Duck Chess gets some mainstream recognition

I haven't posted here for a while, but I haven't left the chess world.

During my long stint at Exeter Chess Club, Tim Paulden invented a new chess variant called Duck Chess, and we had quite a few informal "chess variants" tournaments that featured it.  

Recently, it has started to gain more mainstream recognition as Chess.com has added it to their list of chess variants.  Over the past week several of the most prominent chess streamers, including Eric Rosen and Jonathan Schrantz, have picked up on it and tried it out on Chess.com.  

Essentially, you make a move and then you place the yellow duck on a square, and the duck serves as a blocker (so for instance if you play 1.e4 with White, and you don't want your opponent playing the Sicilian Defence, 1...c5, you can annoy them by putting the duck on c6 so that they can't move the c-pawn).  The technique for how to checkmate opponents in Duck Chess is rather different to the standard game of chess.  You can get some nice smothered duck mates with a knight, but if you try to deliver checkmates with the queen, and there's some distance between the queen and king, your opponent can keep blocking with the duck.  I remember learning that the hard way a few times when I was down in Exeter, and Eric Rosen found it out starkly towards the end of his game.

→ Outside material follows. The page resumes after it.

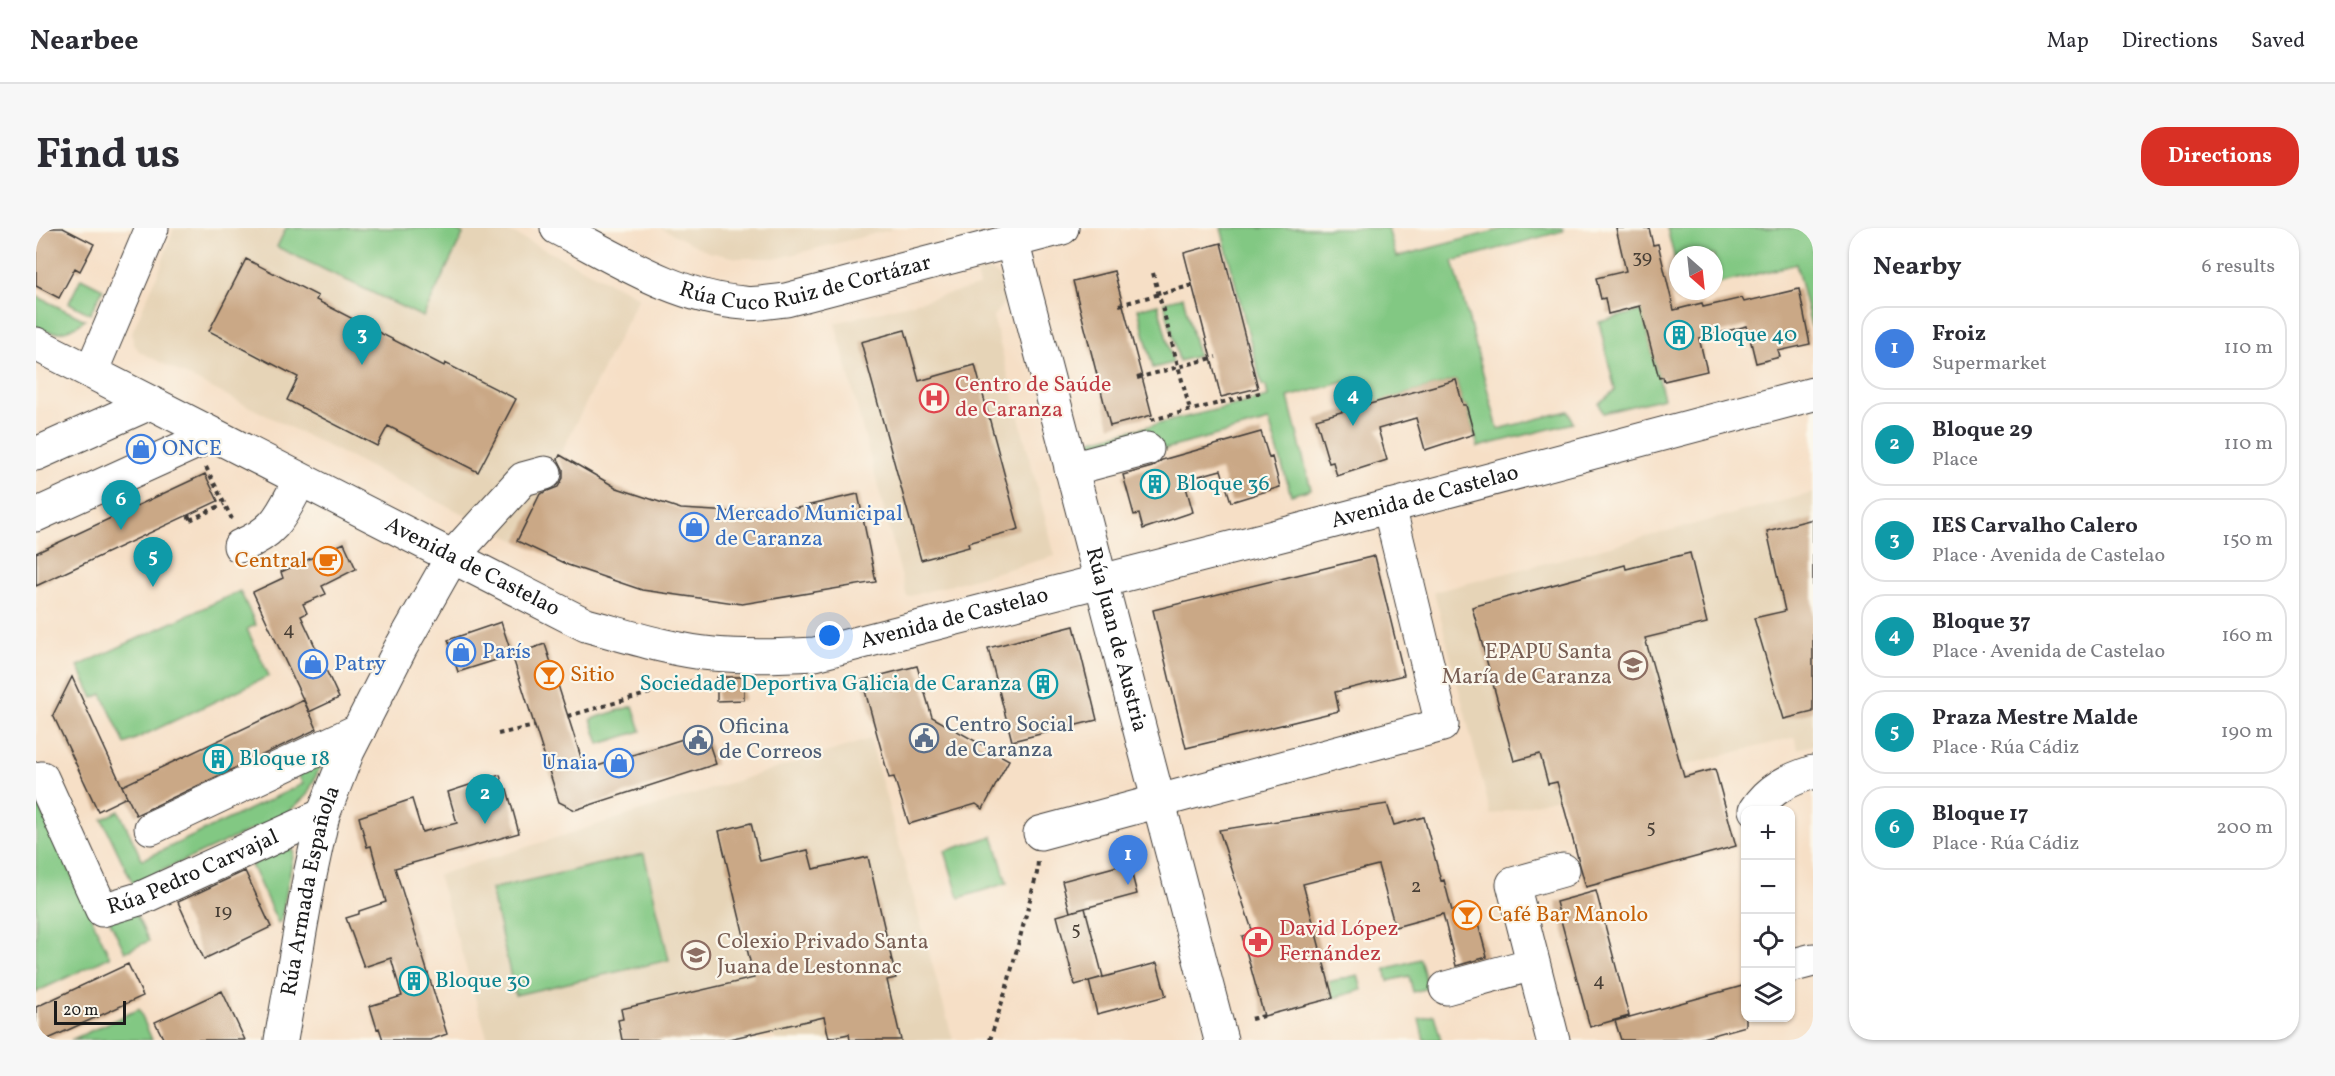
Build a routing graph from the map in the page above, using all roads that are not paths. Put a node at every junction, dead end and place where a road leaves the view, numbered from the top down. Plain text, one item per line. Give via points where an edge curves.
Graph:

Meanwhile, over the past year I've really got into Levy "GothamChess" Rozman's series Guess the Elo, and the latest episode was particularly amusing for the variable quality of the play.

In addition to this I've been actively involved with a Chess.com group called The Unsound Openers, who tend to dabble in a range of gambits from the blatantly unsound to ones that are near the margins of soundness, as well as some offbeat lines like the Borgcloud and the Grob.  There's plenty of unorthodox openings around on the YouTube channels of Eric Rosen and Jonathan Schrantz and to a lesser extent GothamChess, who I now follow regularly.